Major nominations: Best lead actress in a comedy series (Pamela Adlon)

The second season of this frank comedy by Pamela Adlon was wrapping up just as news broke that her co-creator and frequent writer, Louis C.K., had been involved in sexual misconduct. Yet the show makes it easy to imagine Adlon’s character, a divorced actress struggling to raise three daughters on her own, persevering through such a terrible setback and continuing to do the best she can. Season 2 of “Better Things” opens with Adlon’s Sam Fox deftly peeling her 16-year-old away from a suitor 20 years her senior and reaches a touching apotheosis with “Eulogy,” in which Sam asks her loved ones to eulogize her while she’s still alive. As ever, she’s bruised but unbowed.

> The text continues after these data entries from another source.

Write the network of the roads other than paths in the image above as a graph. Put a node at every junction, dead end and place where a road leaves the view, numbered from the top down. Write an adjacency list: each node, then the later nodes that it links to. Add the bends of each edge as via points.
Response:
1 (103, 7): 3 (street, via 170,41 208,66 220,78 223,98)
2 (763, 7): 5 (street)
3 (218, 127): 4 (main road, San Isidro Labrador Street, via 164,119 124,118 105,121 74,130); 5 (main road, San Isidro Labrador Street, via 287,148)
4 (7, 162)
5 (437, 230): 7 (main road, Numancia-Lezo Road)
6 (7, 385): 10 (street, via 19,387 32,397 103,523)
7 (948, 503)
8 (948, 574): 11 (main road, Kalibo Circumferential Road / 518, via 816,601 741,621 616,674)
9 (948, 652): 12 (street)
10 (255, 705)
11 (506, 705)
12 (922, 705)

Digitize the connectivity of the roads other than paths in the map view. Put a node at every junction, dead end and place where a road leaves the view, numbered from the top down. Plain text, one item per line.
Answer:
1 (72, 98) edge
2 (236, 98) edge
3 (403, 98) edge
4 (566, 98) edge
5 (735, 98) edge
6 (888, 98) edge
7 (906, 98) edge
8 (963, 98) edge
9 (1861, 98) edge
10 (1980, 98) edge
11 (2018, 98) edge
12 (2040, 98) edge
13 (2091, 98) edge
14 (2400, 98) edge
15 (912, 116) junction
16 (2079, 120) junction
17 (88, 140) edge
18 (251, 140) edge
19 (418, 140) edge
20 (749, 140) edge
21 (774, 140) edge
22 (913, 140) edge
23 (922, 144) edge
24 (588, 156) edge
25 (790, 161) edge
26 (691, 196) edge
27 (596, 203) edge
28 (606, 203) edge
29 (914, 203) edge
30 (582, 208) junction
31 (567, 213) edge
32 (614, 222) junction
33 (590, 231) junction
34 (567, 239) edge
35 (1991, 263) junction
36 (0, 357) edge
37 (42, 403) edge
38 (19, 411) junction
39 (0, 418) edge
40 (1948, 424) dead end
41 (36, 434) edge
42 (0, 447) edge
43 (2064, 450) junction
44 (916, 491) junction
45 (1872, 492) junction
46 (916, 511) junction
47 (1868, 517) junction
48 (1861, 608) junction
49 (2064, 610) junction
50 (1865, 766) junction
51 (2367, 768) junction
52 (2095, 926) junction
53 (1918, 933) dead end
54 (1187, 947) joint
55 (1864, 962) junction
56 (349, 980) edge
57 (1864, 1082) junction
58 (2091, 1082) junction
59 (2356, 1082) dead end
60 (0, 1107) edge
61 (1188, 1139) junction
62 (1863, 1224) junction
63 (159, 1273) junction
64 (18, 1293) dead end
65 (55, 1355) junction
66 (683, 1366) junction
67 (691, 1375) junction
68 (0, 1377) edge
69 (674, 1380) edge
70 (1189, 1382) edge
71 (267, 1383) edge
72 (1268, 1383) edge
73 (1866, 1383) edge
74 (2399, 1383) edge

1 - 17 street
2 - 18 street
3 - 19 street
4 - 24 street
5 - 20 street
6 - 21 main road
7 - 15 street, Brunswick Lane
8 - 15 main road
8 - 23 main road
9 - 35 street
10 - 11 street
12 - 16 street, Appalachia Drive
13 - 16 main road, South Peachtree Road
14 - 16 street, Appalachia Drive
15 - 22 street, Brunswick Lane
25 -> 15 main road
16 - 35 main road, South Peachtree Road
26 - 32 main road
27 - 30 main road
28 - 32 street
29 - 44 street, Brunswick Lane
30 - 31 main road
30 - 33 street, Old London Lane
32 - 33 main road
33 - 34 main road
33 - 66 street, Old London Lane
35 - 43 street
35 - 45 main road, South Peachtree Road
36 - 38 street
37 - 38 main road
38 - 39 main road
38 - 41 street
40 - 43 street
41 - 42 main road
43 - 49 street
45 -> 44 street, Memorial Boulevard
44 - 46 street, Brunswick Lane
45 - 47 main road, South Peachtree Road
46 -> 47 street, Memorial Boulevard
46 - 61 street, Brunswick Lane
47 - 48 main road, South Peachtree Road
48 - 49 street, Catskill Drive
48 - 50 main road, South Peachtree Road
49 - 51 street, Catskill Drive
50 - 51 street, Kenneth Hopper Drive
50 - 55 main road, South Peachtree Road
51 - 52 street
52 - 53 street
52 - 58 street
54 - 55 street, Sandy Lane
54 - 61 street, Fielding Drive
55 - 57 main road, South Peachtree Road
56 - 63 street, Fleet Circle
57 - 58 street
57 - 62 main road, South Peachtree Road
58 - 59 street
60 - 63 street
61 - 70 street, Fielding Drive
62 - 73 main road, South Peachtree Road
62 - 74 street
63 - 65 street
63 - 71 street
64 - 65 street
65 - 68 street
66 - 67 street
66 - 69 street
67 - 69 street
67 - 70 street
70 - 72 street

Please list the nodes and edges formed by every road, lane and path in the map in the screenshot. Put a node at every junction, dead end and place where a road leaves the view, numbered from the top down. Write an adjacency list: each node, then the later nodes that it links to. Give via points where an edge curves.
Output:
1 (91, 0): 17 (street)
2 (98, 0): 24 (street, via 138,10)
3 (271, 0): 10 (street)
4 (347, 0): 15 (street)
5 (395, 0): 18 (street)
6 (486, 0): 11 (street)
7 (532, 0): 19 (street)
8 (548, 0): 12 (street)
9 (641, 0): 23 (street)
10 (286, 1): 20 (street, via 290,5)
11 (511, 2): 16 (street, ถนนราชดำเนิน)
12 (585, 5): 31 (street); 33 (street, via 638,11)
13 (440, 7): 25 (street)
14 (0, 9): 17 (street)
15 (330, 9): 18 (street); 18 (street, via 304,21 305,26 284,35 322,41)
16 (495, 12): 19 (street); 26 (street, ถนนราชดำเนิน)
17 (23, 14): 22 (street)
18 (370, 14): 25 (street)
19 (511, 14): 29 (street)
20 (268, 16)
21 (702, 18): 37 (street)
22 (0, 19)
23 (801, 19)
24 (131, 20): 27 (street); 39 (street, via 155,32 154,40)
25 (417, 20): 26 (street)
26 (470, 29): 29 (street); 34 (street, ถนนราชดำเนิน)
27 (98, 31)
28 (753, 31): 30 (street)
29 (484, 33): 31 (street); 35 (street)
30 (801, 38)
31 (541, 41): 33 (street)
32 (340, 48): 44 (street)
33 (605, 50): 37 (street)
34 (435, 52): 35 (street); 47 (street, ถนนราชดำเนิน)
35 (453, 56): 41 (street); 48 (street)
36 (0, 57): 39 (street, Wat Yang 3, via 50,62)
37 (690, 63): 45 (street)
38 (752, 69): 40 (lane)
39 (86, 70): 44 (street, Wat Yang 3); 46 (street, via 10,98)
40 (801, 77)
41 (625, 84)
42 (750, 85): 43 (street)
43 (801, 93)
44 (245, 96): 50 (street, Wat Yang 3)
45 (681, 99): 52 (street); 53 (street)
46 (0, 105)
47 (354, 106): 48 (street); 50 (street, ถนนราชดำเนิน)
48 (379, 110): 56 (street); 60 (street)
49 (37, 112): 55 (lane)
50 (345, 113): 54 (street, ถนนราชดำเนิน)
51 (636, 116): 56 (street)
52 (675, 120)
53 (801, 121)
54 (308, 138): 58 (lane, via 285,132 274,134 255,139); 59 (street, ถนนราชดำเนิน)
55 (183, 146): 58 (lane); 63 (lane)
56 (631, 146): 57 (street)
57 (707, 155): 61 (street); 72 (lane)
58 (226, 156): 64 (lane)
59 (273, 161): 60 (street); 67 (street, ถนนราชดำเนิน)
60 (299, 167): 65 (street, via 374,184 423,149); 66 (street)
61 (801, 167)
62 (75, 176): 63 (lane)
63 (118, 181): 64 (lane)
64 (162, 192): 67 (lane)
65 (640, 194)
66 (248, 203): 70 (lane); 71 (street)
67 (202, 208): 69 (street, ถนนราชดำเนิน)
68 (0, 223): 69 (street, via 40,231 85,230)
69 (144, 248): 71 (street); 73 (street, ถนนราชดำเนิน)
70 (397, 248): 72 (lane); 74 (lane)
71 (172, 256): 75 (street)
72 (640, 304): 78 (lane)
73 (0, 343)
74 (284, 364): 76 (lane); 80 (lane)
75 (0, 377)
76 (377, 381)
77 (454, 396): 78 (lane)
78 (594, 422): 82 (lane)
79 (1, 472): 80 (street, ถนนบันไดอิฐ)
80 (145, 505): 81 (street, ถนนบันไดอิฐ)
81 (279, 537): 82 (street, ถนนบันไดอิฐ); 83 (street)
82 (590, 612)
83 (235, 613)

Michelle Dockery in “Godless.”CreditUrsula Coyote/Netflix

‘Godless’
Where to watch: Netflix

Major nominations: Best limited series, best lead actress in a limited series or movie (Michelle Dockery), best supporting actress in a limited series or movie (Merritt Wever), best supporting actor in a limited series or movie (Jeff Daniels), best directing for a limited series or movie (Scott Frank), best writing for a limited series or movie (Scott Frank)

Back when he was one of Hollywood’s most sought-after genre specialists, the creator of “Godless,” Scott Frank (“Dead Again,” “Out of Sight” and “Minority Report”), conceived the show as a feature film. But he could never raise the money from a studio system in which the Western had fallen out of favor. By expanding it for a seven-episode Netflix series, Frank takes “Godless” in several directions at once, lifting from sources as diverse as Howard Hawks’s classic jailhouse shoot ’em up, “Rio Bravo,” and the pitiless Judge Holden character from Cormac McCarthy’s “Blood Meridian.” The compelling hook at its core, however, is a besieged town run by the widows of men who lost their lives in a mining accident. Do they even need men? Or rather, will they have a choice?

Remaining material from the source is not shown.